LingUMT: Linguistically Motivated Stategies for Unsupervised Machine Translation

Unsupervised machine translation (UMT) is a new paradigm in machine translation (MT) that relies only on monolingual data. This is in contrast to the more popular approaches in MT, which require parallel data to train models effectively. Although it is possible to find large numbers of parallel corpora for some language pairs, these resources are scarce for many languages and domains. In addition, monolingual data predominate, are found in a larger number of domains and genres, and are constantly growing, even in languages with fewer linguistic resources. Exploring the use of monolingual corpora for machine translation can also be beneficial for two other reasons: first, monolingual corpora reduce the biases of literal translation, and second, their use as a translation source allows for a more appropriate simulation of the so-called translation competence of bilingual individuals.

Objectives

This project focuses on the exploration, definition and implementation of linguistically motivated, unsupervised machine translation strategies that approximate machine translation to the paraphrasing process in a bilingual context.

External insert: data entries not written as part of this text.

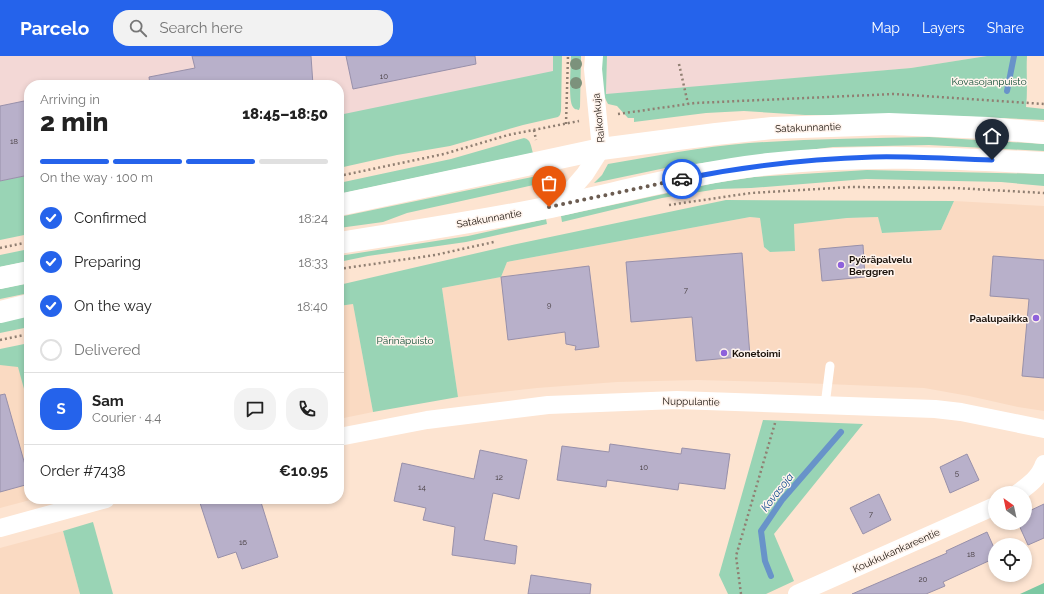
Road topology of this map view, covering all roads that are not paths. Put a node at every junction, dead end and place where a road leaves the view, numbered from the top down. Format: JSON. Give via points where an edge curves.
{"nodes":[{"id":1,"x":594,"y":56,"type":"edge"},
{"id":2,"x":1044,"y":133,"type":"edge"},
{"id":3,"x":601,"y":149,"type":"junction"},
{"id":4,"x":1044,"y":163,"type":"edge"},
{"id":5,"x":344,"y":204,"type":"edge"},
{"id":6,"x":549,"y":207,"type":"junction"},
{"id":7,"x":344,"y":242,"type":"edge"},
{"id":8,"x":24,"y":273,"type":"edge"},
{"id":9,"x":0,"y":278,"type":"edge"},
{"id":10,"x":24,"y":306,"type":"edge"},
{"id":11,"x":0,"y":312,"type":"edge"},
{"id":12,"x":830,"y":366,"type":"dead end"},
{"id":13,"x":825,"y":405,"type":"junction"},
{"id":14,"x":1044,"y":429,"type":"edge"},
{"id":15,"x":344,"y":436,"type":"edge"},
{"id":16,"x":1044,"y":464,"type":"edge"},
{"id":17,"x":1027,"y":486,"type":"edge"},
{"id":18,"x":88,"y":504,"type":"edge"},
{"id":19,"x":988,"y":509,"type":"edge"},
{"id":20,"x":0,"y":528,"type":"edge"},
{"id":21,"x":797,"y":594,"type":"edge"}],
"edges":[{"from":1,"to":3,"type":"street","name":"Raikonkuja"},
{"from":2,"to":3,"type":"main road","name":"Satakunnantie","via":[[889,124],[791,127]]},
{"from":3,"to":5,"type":"main road","name":"Satakunnantie"},
{"from":3,"to":6,"type":"street","name":"Raikonkuja","via":[[573,188]]},
{"from":4,"to":6,"type":"main road","name":"Satakunnantie","via":[[874,157],[768,164],[724,170]]},
{"from":6,"to":7,"type":"main road","name":"Satakunnantie"},
{"from":8,"to":9,"type":"main road"},
{"from":10,"to":11,"type":"main road"},
{"from":12,"to":13,"type":"lane"},
{"from":13,"to":14,"type":"street","name":"Nuppulantie","via":[[935,409]]},
{"from":13,"to":15,"type":"street","name":"Nuppulantie","via":[[677,400],[548,405],[427,420]]},
{"from":16,"to":17,"type":"street","via":[[1036,479]]},
{"from":18,"to":20,"type":"street"},
{"from":19,"to":21,"type":"street","name":"Koukkukankareentie"}]}
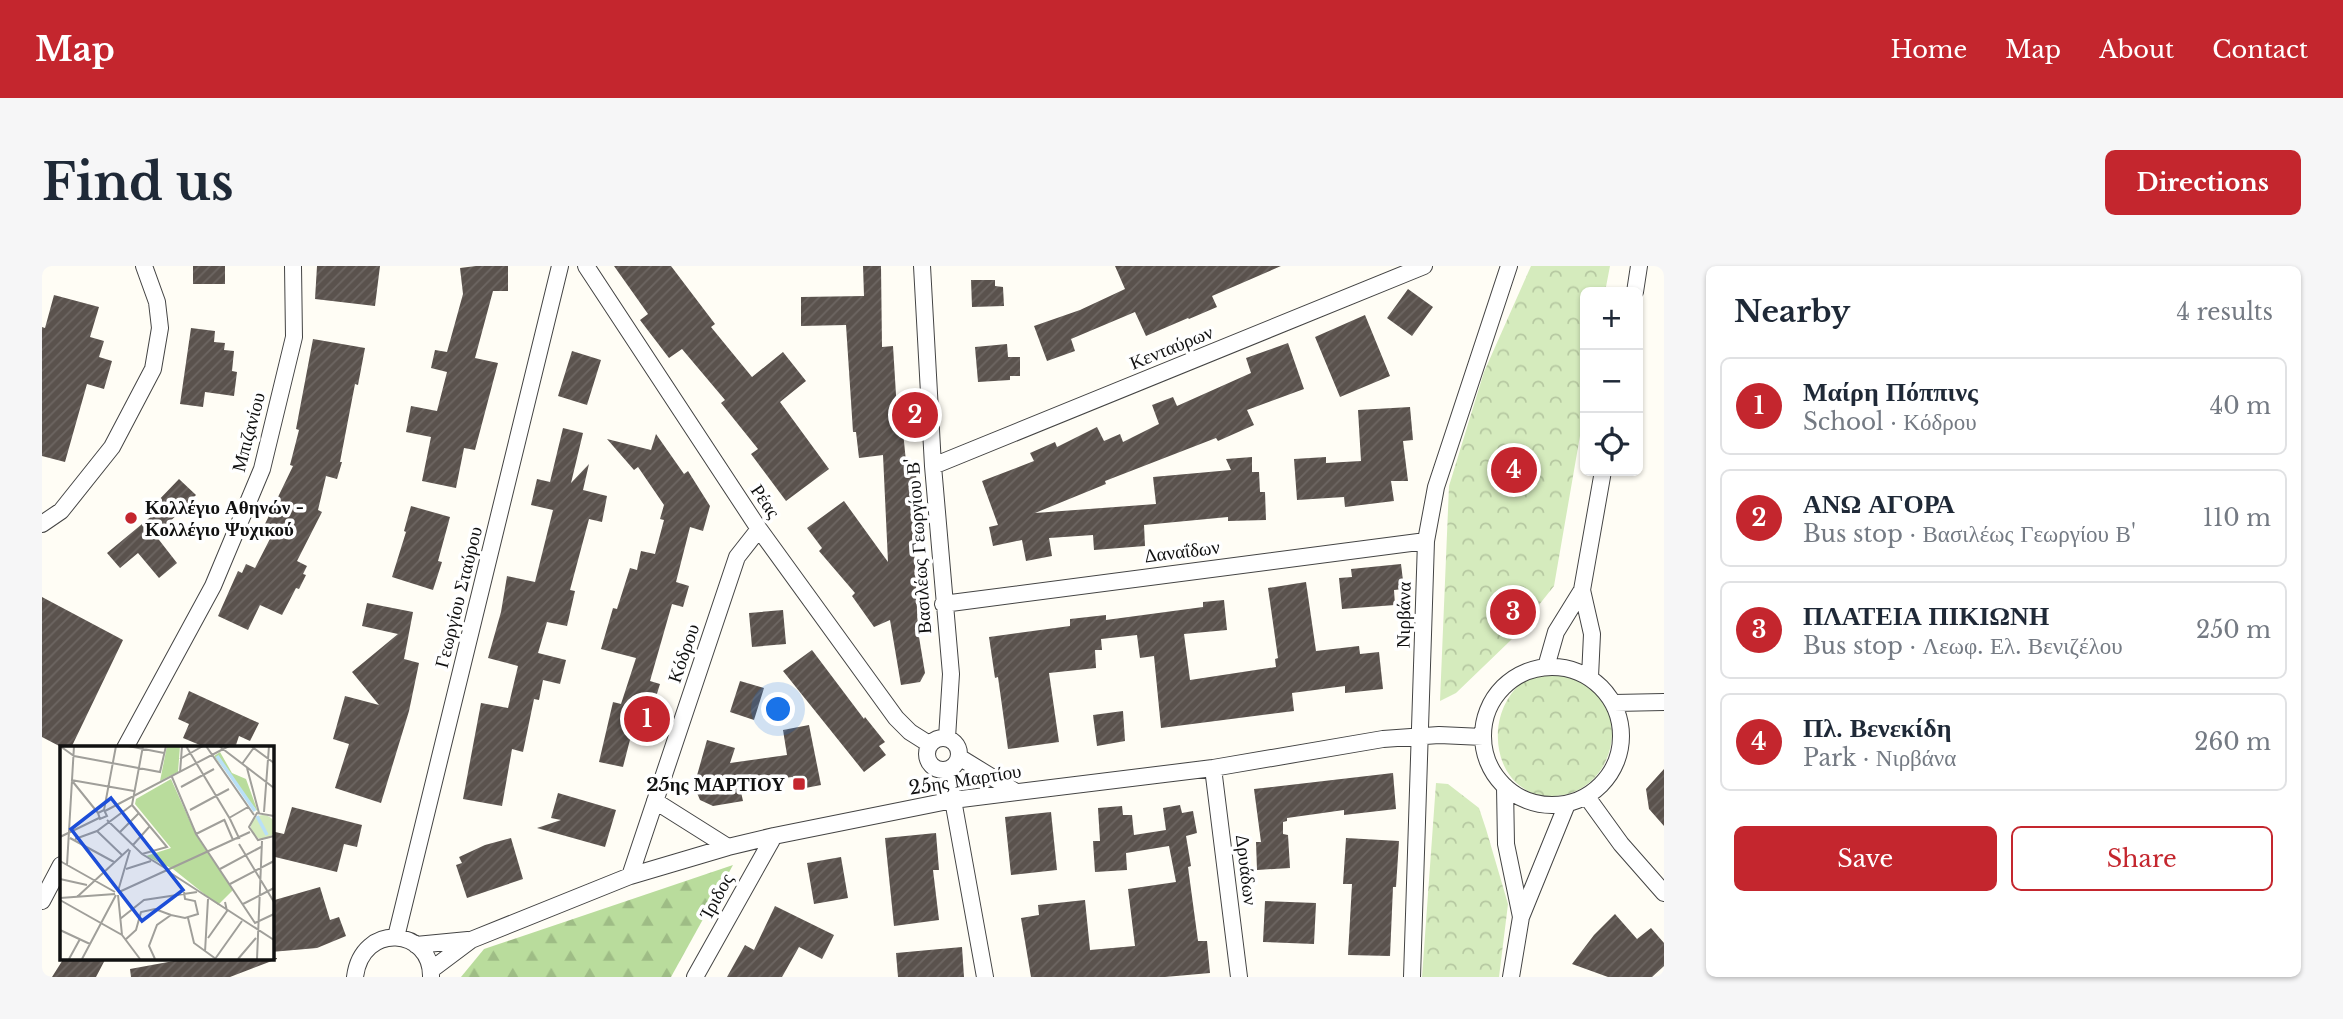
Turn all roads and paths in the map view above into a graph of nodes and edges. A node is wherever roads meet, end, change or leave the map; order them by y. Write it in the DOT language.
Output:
graph roads {
  1 [pos="144,266"];
  2 [pos="293,266"];
  3 [pos="561,266"];
  4 [pos="586,266"];
  5 [pos="922,266"];
  6 [pos="1424,266"];
  7 [pos="1509,266"];
  8 [pos="1639,266"];
  9 [pos="1635,287"];
  10 [pos="933,466"];
  11 [pos="1602,476"];
  12 [pos="42,524"];
  13 [pos="759,529"];
  14 [pos="1426,541"];
  15 [pos="1582,590"];
  16 [pos="943,604"];
  17 [pos="1546,667"];
  18 [pos="1590,677"];
  19 [pos="1664,702"];
  20 [pos="1614,703"];
  21 [pos="1421,736"];
  22 [pos="1483,737"];
  23 [pos="947,738"];
  24 [pos="929,744"];
  25 [pos="126,746"];
  26 [pos="959,757"];
  27 [pos="1213,768"];
  28 [pos="946,770"];
  29 [pos="1505,787"];
  30 [pos="1016,792"];
  31 [pos="1587,796"];
  32 [pos="953,800"];
  33 [pos="655,801"];
  34 [pos="1567,804"];
  35 [pos="774,836"];
  36 [pos="728,847"];
  37 [pos="60,867"];
  38 [pos="630,876"];
  39 [pos="1664,893"];
  40 [pos="42,901"];
  41 [pos="1521,917"];
  42 [pos="396,937"];
  43 [pos="471,940"];
  44 [pos="416,945"];
  45 [pos="431,974"];
  46 [pos="354,977"];
  47 [pos="695,977"];
  48 [pos="985,977"];
  49 [pos="1239,977"];
  50 [pos="1412,977"];
  51 [pos="1511,977"];
  1 -- 12 [label="street"];
  2 -- 25 [label="street, Μπιζανίου"];
  3 -- 42 [label="street, Γεωργίου Σταύρου"];
  4 -- 13 [label="street, Ρέας"];
  5 -- 10 [label="street, Βασιλέως Γεωργίου Β'"];
  6 -- 10 [label="street, Κενταύρων"];
  7 -- 14 [label="street, Νιρβάνα"];
  8 -- 9 [label="street"];
  10 -- 16 [label="street, Βασιλέως Γεωργίου Β'"];
  11 -- 15 [label="street"];
  13 -- 24 [label="street, Ρέας"];
  13 -- 33 [label="street, Κόδρου"];
  14 -- 16 [label="street, Δαναΐδων"];
  14 -- 21 [label="street, Νιρβάνα"];
  15 -- 17 [label="street"];
  15 -- 18 [label="street"];
  16 -- 23 [label="street, Βασιλέως Γεωργίου Β'"];
  17 -- 18 [label="street"];
  17 -- 22 [label="street"];
  18 -- 20 [label="street"];
  19 -- 20 [label="street"];
  20 -- 31 [label="street"];
  21 -- 22 [label="street, 25ης Μαρτίου"];
  21 -- 27 [label="street, 25ης Μαρτίου"];
  21 -- 50 [label="street, Νιρβάνα"];
  22 -- 29 [label="street"];
  23 -- 24 [label="street"];
  23 -- 26 [label="street"];
  24 -- 28 [label="street"];
  26 -- 28 [label="street"];
  26 -- 30 [label="street"];
  27 -- 30 [label="street, 25ης Μαρτίου"];
  27 -- 49 [label="street, Δρυάδων"];
  28 -- 32 [label="street"];
  29 -- 34 [label="street"];
  29 -- 41 [label="street"];
  30 -- 32 [label="street, 25ης Μαρτίου"];
  31 -- 34 [label="street"];
  31 -- 39 [label="street"];
  32 -- 35 [label="street, 25ης Μαρτίου"];
  32 -- 48 [label="street"];
  33 -- 36 [label="street"];
  33 -- 38 [label="street, Κόδρου"];
  34 -- 41 [label="street"];
  35 -- 36 [label="street, 25ης Μαρτίου"];
  35 -- 47 [label="street, Ίριδος"];
  36 -- 38 [label="street, 25ης Μαρτίου"];
  37 -- 40 [label="street"];
  38 -- 43 [label="street, 25ης Μαρτίου"];
  41 -- 51 [label="street"];
  42 -- 44 [label="street"];
  42 -- 46 [label="street"];
  43 -- 44 [label="street, 25ης Μαρτίου"];
  43 -- 45 [label="street, 25ης Μαρτίου"];
  44 -- 45 [label="street"];
}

Translation is conceived and projected as the semantic process of paraphrasing between two linguistic codes. The project will deal with concepts such as dependency syntax, contextualized meaning, distributional similarity, and syntactic-semantic constructions. In particular, we will analyze the impact of semantic (non-)compositionality on the computational representation of meaning, both in monolingual contexts and in translation between two linguistic varieties.